** Opening Task inputs block **

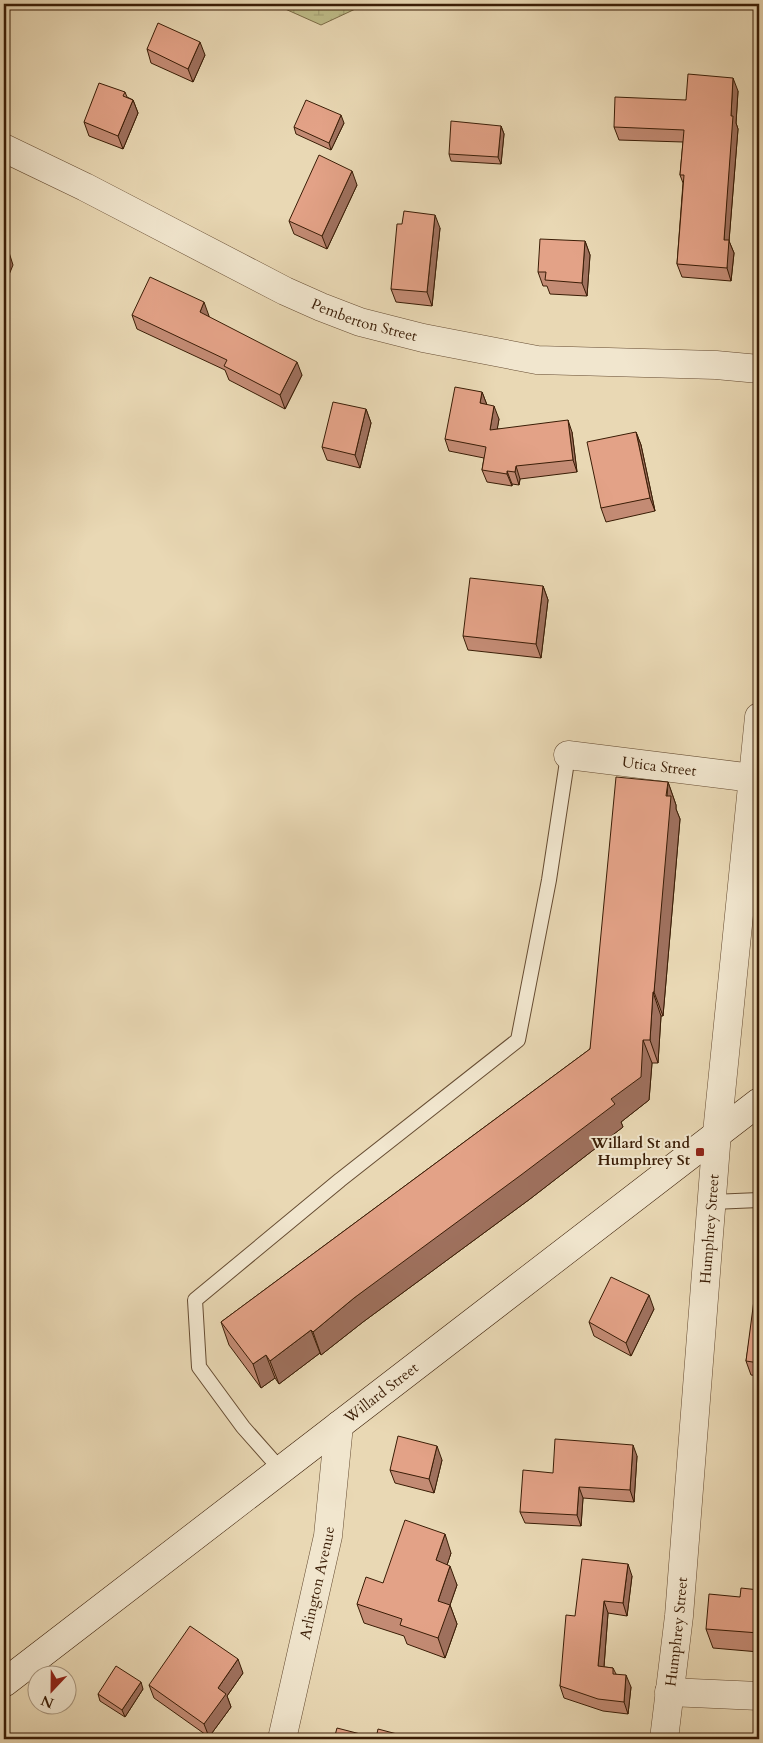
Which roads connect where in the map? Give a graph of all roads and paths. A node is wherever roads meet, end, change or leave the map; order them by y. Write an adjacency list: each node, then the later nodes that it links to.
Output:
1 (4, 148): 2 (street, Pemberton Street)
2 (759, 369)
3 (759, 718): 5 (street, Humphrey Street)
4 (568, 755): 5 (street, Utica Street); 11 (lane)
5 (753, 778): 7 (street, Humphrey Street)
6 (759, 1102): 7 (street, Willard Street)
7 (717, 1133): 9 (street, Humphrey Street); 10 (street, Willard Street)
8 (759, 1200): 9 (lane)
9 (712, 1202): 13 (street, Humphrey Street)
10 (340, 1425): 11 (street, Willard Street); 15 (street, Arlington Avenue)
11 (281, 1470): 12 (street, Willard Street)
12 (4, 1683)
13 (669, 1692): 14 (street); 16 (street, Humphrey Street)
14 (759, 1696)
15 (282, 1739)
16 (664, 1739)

** Closing Task inputs block **

### Aim of the task
Everything in the entries above must be output again exactly, except the pictures.

### Written response
Which roads connect where in the map? Give a graph of all roads and paths. A node is wherever roads meet, end, change or leave the map; order them by y. Write an adjacency list: each node, then the later nodes that it links to.
Output:
1 (4, 148): 2 (street, Pemberton Street)
2 (759, 369)
3 (759, 718): 5 (street, Humphrey Street)
4 (568, 755): 5 (street, Utica Street); 11 (lane)
5 (753, 778): 7 (street, Humphrey Street)
6 (759, 1102): 7 (street, Willard Street)
7 (717, 1133): 9 (street, Humphrey Street); 10 (street, Willard Street)
8 (759, 1200): 9 (lane)
9 (712, 1202): 13 (street, Humphrey Street)
10 (340, 1425): 11 (street, Willard Street); 15 (street, Arlington Avenue)
11 (281, 1470): 12 (street, Willard Street)
12 (4, 1683)
13 (669, 1692): 14 (street); 16 (street, Humphrey Street)
14 (759, 1696)
15 (282, 1739)
16 (664, 1739)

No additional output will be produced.